**DIRECTIONS:**
In the records below, find each line with the word "Income" and copy it.

**DATASET:**
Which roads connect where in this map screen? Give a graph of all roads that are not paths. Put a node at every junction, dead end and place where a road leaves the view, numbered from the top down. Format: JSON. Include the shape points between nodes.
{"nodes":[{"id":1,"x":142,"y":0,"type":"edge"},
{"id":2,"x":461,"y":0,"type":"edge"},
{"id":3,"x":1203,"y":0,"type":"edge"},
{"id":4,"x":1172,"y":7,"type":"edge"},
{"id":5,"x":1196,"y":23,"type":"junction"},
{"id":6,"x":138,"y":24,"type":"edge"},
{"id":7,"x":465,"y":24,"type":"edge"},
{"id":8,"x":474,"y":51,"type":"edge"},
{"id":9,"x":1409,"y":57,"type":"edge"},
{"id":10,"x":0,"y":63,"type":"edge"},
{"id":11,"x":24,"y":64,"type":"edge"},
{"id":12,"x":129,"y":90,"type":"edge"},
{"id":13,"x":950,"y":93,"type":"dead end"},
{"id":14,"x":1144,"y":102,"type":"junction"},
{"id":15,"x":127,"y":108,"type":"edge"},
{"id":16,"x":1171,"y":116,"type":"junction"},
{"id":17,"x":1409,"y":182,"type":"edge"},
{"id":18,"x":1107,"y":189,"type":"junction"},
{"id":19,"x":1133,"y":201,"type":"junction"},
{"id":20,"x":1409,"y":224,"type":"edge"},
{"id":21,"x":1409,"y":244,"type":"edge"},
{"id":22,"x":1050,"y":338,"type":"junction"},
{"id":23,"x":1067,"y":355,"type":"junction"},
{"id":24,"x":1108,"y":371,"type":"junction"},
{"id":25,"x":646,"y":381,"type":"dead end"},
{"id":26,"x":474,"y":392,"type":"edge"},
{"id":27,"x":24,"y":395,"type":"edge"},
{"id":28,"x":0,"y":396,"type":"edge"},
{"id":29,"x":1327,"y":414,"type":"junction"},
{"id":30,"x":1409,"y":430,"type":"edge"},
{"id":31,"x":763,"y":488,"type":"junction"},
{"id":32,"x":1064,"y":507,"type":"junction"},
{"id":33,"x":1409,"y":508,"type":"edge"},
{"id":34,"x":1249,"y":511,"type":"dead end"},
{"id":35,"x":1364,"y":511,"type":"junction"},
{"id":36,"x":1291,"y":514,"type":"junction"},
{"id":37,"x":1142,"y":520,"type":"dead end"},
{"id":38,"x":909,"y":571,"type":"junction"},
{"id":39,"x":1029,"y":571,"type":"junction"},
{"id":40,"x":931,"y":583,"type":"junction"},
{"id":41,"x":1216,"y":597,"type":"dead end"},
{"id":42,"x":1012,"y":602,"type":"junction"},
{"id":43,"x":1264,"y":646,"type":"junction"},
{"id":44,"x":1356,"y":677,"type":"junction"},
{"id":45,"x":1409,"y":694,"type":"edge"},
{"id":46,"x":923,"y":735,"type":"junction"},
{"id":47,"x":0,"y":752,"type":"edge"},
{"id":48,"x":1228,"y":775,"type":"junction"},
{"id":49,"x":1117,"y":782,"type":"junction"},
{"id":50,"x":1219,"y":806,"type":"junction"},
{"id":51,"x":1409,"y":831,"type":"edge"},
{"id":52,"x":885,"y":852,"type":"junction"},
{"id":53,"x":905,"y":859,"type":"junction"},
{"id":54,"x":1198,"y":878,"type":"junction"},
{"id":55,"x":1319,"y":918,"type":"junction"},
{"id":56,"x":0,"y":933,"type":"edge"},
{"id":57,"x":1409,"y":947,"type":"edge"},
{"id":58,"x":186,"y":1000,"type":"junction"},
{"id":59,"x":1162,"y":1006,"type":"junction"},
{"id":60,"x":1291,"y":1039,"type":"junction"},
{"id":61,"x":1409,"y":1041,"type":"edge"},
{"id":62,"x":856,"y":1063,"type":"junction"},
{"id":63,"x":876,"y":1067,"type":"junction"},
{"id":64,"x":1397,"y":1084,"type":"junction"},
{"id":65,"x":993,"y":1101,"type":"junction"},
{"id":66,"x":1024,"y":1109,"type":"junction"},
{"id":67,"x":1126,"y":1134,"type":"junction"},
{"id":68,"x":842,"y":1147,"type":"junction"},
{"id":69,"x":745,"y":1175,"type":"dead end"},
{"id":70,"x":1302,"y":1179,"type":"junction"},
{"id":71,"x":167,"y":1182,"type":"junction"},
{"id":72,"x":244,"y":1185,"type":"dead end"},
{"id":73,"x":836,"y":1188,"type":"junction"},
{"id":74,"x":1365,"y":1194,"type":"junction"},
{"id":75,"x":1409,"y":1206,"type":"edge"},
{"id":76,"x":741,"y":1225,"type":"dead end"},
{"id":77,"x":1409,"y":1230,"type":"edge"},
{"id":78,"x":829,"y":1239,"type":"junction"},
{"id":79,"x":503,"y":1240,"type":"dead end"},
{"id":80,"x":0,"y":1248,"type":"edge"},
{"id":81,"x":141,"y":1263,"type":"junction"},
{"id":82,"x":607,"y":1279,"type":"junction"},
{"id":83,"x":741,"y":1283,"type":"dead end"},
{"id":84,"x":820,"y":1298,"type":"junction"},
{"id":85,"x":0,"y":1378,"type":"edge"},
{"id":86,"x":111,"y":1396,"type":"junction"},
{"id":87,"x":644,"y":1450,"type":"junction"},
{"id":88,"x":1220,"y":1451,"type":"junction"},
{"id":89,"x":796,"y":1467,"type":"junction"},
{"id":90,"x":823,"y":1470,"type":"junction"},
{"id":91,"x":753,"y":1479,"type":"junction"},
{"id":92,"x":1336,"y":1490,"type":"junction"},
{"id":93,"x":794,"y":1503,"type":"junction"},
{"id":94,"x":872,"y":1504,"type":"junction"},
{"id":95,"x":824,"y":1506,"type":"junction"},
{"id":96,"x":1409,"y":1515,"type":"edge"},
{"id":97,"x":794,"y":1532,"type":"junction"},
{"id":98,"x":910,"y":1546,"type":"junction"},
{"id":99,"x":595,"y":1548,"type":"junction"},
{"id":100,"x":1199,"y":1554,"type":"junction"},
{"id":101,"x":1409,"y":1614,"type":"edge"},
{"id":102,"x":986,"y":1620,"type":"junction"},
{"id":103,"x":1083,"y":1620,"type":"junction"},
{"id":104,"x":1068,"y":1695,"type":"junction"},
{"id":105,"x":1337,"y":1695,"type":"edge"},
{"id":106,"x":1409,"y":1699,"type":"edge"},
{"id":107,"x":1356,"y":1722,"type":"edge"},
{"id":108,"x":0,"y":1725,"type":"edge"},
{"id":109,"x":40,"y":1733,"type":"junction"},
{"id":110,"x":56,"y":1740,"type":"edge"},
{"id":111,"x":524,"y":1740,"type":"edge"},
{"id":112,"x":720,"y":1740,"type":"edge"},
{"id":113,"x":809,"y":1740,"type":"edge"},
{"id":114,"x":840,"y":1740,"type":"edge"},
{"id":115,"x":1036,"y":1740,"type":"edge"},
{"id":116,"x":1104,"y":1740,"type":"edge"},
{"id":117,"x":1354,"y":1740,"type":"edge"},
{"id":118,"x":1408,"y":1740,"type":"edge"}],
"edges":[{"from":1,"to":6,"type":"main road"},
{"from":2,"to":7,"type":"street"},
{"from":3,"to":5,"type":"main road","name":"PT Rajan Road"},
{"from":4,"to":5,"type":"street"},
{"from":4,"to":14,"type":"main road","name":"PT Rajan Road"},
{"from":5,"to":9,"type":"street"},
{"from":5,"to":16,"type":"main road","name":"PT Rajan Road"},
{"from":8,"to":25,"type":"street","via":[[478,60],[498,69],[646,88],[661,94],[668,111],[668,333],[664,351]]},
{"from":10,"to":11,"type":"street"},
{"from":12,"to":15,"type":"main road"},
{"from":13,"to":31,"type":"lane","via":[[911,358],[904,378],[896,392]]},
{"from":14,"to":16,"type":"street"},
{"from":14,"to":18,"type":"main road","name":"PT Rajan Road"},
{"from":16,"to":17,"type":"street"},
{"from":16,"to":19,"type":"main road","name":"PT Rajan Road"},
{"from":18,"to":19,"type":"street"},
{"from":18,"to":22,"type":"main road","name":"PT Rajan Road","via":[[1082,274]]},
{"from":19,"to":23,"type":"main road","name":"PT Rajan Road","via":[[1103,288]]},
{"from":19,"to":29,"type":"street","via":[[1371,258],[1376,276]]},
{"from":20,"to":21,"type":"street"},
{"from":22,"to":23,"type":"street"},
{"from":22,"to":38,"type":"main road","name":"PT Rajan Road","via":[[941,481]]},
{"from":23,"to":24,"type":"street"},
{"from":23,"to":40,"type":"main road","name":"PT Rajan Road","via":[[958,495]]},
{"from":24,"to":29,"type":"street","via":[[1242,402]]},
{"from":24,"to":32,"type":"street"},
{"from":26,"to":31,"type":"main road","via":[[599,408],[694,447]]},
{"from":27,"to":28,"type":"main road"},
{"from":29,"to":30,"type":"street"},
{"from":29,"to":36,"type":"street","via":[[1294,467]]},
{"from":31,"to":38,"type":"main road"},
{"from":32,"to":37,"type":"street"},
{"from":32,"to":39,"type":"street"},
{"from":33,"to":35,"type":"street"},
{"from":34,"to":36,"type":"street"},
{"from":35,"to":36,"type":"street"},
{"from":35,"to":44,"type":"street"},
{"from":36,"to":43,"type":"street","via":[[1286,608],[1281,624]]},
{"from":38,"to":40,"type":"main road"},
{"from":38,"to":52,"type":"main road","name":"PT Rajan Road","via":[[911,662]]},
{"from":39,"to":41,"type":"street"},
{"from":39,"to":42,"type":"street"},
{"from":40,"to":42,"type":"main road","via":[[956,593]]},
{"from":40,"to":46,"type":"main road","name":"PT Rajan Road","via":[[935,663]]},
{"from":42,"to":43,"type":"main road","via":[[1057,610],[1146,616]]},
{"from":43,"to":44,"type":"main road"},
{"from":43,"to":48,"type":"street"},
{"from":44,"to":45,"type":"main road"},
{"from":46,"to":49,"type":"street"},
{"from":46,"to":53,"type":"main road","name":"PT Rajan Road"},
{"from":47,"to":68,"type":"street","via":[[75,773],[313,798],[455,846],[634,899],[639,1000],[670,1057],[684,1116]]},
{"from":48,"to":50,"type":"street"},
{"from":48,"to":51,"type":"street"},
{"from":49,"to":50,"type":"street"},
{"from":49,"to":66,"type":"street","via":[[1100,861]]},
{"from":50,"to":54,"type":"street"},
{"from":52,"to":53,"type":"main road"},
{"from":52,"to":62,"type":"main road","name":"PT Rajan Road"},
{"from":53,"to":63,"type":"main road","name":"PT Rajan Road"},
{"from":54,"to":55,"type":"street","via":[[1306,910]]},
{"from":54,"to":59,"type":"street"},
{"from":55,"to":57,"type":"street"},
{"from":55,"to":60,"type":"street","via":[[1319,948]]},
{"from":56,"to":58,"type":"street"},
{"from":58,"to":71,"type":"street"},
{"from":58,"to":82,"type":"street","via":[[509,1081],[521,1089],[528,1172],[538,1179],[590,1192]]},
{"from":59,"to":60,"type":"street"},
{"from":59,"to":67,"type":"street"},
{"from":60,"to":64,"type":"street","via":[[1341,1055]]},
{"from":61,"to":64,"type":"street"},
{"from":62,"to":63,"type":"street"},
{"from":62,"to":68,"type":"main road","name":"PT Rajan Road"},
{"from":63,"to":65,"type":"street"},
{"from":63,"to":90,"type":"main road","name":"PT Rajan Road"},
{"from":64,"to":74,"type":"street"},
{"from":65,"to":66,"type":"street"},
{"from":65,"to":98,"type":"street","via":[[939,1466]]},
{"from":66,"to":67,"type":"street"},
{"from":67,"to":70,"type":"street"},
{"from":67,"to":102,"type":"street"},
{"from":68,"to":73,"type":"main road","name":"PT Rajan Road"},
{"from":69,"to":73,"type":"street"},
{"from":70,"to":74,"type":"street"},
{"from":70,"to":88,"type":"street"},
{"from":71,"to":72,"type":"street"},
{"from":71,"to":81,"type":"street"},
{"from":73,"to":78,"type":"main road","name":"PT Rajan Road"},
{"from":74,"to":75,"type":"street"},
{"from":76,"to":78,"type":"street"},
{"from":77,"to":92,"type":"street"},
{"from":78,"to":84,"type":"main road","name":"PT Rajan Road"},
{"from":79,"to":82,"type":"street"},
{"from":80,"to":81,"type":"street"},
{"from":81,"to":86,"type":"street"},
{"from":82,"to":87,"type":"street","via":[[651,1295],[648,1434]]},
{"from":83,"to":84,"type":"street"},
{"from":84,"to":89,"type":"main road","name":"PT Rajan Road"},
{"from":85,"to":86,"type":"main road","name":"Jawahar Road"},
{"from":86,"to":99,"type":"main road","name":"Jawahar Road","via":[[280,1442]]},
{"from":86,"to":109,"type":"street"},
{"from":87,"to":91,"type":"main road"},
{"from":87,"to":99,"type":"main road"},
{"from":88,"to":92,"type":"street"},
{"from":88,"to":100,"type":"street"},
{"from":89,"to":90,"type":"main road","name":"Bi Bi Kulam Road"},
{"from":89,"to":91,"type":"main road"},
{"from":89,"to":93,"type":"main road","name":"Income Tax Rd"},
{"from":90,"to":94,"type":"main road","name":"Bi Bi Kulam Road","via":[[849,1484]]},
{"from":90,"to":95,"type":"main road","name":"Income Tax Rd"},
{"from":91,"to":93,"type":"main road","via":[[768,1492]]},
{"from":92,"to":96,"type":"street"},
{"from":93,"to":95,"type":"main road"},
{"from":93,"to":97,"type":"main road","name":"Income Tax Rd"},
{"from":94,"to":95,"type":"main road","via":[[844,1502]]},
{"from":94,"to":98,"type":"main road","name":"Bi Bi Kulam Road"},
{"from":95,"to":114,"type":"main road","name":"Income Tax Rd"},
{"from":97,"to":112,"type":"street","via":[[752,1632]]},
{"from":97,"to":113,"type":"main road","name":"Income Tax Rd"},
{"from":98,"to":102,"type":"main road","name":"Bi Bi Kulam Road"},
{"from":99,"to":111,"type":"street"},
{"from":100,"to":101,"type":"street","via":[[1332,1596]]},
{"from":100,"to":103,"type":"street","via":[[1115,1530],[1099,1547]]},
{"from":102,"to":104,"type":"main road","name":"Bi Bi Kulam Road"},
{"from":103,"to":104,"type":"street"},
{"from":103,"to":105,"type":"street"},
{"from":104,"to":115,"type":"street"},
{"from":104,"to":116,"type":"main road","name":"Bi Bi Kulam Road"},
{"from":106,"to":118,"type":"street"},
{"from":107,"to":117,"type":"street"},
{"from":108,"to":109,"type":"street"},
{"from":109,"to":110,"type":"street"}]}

**RESPONSE:**
{"from":89,"to":93,"type":"main road","name":"Income Tax Rd"},
{"from":90,"to":95,"type":"main road","name":"Income Tax Rd"},
{"from":93,"to":97,"type":"main road","name":"Income Tax Rd"},
{"from":95,"to":114,"type":"main road","name":"Income Tax Rd"},
{"from":97,"to":113,"type":"main road","name":"Income Tax Rd"},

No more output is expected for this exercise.